───── RECORDS FOR PROCESSING ─────

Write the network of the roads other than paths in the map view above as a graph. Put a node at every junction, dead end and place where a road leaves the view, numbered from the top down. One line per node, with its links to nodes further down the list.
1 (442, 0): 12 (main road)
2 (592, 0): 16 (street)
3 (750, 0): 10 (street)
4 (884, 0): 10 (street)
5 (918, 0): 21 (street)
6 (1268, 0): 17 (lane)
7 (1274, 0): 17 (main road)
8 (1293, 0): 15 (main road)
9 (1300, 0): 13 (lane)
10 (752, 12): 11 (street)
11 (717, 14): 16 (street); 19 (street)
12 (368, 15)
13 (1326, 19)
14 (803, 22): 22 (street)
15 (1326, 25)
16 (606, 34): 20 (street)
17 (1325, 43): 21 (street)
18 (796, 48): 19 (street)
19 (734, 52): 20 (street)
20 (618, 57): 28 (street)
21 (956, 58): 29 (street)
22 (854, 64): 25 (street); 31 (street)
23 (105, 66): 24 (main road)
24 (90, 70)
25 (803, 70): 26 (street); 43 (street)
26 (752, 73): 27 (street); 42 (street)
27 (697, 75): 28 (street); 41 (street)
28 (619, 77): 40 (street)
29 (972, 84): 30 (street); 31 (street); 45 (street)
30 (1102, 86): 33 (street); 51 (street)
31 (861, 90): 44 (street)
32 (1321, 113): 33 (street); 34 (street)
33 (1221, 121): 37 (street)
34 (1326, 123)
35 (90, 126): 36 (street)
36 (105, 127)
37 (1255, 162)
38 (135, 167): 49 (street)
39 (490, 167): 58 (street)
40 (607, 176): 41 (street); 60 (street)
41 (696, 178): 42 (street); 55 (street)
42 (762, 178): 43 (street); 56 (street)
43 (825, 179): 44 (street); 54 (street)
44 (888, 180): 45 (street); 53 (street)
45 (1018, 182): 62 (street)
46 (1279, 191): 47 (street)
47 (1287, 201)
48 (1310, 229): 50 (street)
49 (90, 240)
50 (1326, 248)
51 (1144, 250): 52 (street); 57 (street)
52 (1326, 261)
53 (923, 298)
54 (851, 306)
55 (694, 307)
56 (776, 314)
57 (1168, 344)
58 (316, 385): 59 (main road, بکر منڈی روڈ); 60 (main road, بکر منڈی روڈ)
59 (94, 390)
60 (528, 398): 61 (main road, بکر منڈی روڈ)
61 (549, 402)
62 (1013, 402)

─────

PROBLEM →
Whenever a line in the listing above includes the word "منڈی", return that line.

PROBLEM SOLUTION →
58 (316, 385): 59 (main road, بکر منڈی روڈ); 60 (main road, بکر منڈی روڈ)
60 (528, 398): 61 (main road, بکر منڈی روڈ)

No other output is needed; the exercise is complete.